“The only way to deal with a mad teenager brandishing an AR-15,” says Gov. Greg Abbott, “is another mad teenager brandishing an AR-15.”
HOUSTON, TX — Texas Governor Greg Abbott, a self-confessed Republican, said today that the answer to “lone-wolf” gun attacks on schools was for the entire student body to arm schoolchildren. Abbott says they should be “armed to the teeth and ready to fire back just as soon as the mental-issues person is identified.”
“Giving guns to janitors and teachers just isn’t enough,” Abbott explained at a press gaggle soon after he shamefacedly cancelled his appearance at the NRA conference in Houston.
“First off,” he said, outlining his new initiative, “a lot of those old teacher fogies don’t know their dum-dums from their bum-bums, if you get what I mean.
“And then second off, let’s face it, our kids are quicker, slicker and more familiar with guns big and small, being Texans and all. They gonna pop in and out of them shadows, hunt that shooter down in those corridors and locker rows they know so well.
“Plus, my proposal includes firing-range classes every morning after the Pledge, and afternoon drill practice for the white Christians, on a strictly voluntary basis, of course.”
As the news folk gasped, Abbott sneered. “I’m not so crazy after all, am I?”
The sedentary governor noted that in addition to his administration adopting the slogan “Jesus, Guns, Babies” from Georgia, he would be imposing a “Patriot’s Tax” on families with school-going kids to pay for their guns and ammo.

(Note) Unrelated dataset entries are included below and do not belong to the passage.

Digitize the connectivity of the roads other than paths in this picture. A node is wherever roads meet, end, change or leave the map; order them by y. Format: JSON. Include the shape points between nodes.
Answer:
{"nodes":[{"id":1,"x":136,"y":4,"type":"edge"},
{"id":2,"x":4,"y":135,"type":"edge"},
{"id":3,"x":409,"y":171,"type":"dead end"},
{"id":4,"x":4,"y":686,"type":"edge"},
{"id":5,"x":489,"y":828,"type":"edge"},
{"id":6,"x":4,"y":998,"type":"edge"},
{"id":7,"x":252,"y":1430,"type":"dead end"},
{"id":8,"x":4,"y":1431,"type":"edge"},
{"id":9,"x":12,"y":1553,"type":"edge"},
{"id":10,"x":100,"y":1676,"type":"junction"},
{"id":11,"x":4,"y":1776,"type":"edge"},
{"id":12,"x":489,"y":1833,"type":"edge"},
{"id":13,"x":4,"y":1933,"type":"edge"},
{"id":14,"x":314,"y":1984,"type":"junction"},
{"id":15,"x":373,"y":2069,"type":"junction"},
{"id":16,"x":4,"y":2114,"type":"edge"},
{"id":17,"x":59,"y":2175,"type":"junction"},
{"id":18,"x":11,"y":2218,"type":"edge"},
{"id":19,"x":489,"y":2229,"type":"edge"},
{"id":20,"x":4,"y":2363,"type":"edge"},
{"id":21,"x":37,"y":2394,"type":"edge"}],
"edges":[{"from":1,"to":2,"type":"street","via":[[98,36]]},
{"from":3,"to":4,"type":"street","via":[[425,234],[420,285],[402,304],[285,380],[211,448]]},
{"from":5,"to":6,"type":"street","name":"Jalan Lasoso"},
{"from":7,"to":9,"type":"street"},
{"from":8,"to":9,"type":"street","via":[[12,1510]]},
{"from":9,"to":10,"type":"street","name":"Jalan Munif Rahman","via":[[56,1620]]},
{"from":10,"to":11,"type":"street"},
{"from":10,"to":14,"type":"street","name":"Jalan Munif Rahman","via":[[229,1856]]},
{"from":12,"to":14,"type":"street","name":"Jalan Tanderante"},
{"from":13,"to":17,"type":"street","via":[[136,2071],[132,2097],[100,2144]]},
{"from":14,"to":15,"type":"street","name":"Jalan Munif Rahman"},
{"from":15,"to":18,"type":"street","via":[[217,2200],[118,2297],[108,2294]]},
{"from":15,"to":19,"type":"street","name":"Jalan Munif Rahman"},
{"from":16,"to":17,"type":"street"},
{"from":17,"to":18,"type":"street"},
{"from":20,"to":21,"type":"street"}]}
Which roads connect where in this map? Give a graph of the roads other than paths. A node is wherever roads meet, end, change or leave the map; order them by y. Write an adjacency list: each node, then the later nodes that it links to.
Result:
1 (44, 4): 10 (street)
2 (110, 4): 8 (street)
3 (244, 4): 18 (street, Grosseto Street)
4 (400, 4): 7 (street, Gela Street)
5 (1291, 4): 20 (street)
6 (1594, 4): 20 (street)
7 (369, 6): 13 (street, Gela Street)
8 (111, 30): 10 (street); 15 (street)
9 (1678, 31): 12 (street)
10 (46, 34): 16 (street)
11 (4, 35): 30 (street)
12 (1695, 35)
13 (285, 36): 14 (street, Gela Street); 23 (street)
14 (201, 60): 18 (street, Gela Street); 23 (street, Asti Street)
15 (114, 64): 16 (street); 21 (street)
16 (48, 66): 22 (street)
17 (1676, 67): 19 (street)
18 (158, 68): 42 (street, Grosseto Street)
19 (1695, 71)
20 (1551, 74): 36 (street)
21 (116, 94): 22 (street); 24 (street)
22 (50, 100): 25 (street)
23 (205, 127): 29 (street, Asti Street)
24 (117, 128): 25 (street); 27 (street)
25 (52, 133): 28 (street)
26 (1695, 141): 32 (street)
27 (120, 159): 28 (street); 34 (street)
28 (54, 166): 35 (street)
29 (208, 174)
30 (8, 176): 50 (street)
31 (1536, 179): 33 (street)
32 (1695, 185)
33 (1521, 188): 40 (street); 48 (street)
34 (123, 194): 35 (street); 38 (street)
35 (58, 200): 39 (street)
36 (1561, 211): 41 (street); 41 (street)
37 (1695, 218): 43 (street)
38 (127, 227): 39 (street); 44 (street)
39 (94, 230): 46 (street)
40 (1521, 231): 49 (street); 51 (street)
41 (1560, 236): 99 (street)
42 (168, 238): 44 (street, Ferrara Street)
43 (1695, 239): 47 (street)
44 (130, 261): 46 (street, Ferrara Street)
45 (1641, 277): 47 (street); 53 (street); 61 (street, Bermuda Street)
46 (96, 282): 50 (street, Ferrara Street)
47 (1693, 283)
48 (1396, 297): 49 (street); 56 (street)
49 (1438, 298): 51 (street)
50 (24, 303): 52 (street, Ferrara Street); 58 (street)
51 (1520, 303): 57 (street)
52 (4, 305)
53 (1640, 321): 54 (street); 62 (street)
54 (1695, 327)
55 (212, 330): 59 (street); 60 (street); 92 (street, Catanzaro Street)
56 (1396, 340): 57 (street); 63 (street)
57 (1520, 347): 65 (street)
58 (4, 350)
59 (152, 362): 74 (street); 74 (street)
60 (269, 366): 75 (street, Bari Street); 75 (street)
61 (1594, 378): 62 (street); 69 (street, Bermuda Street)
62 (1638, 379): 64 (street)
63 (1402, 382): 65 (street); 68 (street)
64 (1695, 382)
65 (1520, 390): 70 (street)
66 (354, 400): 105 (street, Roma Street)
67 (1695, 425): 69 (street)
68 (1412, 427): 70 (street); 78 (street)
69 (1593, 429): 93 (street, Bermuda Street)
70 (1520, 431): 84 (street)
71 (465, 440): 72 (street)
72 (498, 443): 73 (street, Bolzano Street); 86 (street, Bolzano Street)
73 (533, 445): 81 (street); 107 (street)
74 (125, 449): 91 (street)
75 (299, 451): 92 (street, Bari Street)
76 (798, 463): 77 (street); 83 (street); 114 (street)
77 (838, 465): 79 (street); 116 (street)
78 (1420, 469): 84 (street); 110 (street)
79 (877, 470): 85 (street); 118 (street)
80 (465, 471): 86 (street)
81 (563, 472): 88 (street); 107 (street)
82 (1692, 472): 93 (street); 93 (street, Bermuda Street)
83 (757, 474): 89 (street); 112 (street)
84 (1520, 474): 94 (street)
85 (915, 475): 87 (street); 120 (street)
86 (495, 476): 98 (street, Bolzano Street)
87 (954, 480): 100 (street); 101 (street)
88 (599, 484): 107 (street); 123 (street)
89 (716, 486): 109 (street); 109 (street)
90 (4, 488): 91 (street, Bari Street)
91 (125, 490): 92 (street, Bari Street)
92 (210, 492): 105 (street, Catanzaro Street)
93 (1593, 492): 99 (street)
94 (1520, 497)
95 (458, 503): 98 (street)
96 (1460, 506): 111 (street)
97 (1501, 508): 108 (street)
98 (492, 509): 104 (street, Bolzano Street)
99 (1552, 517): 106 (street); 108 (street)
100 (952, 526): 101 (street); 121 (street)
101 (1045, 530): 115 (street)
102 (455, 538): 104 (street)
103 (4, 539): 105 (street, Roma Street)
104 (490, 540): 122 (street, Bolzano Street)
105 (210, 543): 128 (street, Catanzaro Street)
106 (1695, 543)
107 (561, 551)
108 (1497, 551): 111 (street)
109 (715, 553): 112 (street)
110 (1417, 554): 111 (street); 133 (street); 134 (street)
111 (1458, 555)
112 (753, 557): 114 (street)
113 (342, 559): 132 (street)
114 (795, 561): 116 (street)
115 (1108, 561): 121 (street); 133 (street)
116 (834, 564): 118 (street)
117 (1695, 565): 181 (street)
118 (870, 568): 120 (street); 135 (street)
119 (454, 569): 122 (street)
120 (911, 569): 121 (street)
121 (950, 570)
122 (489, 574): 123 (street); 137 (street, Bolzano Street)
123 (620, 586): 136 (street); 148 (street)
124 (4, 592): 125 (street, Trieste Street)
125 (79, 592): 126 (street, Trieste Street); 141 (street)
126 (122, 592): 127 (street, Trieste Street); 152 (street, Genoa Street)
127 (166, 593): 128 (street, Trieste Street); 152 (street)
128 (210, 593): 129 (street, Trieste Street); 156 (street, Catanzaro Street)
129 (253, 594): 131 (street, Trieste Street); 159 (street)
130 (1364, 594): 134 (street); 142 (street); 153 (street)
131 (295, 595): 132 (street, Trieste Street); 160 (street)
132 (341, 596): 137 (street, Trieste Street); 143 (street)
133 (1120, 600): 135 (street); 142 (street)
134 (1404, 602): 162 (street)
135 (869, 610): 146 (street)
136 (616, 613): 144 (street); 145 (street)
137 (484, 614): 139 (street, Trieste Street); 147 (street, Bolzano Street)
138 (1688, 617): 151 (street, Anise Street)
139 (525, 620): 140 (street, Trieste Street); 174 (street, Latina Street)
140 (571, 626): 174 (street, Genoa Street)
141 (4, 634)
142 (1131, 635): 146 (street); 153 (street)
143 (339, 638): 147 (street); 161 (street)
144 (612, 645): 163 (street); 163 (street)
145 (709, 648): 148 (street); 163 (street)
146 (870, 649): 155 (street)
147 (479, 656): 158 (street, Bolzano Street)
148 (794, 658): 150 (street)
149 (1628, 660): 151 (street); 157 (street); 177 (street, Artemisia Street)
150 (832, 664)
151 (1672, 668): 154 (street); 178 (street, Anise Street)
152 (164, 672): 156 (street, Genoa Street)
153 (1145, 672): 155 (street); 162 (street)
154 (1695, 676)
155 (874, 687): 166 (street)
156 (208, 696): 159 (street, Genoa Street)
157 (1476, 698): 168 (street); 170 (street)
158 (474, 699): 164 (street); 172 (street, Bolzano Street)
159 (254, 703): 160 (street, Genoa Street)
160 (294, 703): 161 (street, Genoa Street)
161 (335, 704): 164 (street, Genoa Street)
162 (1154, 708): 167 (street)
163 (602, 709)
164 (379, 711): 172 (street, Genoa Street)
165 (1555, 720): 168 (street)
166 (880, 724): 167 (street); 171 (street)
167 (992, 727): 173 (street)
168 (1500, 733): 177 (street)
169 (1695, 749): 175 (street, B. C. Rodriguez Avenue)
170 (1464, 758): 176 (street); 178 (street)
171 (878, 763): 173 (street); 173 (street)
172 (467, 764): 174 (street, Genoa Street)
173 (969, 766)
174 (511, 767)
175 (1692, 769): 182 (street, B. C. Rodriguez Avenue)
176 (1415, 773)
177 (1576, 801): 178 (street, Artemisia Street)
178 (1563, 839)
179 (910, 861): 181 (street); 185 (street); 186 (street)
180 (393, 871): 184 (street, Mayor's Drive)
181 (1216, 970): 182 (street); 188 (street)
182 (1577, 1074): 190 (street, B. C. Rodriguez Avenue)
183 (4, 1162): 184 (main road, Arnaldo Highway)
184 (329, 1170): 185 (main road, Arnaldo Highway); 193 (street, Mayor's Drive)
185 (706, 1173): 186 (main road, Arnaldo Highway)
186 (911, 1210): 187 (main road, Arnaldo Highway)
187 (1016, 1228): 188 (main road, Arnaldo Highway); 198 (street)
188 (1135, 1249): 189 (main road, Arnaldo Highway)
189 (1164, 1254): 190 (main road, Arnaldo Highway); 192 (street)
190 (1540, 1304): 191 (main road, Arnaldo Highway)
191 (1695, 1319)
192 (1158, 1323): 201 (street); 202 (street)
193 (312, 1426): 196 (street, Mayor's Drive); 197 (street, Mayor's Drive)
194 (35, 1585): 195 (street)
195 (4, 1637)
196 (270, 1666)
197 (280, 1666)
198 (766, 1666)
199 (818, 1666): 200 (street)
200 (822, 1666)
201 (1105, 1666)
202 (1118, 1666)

“Fuck, the state’s not gonna pay for it, specially as we’re gonna let ’em keep those rifles and go on to join the Klan like most of us, or maybe just follow a career in gerrymandering and vote suppression, like a normal Texas politician. If they wanna be just part-time, they can join their local Kyle Rittenhouse Street Brigade and shoot up liberal street demos on the weekend.
“They should keep January 6, 2025 open though.”
Abbott added that that he hoped the anticipated “several hundred thousand new AR-15s” which Texas plans to purchase annually, “will finally put us ahead of California as the gun-lovingest state in this whole goddamn gun-lovingest country!”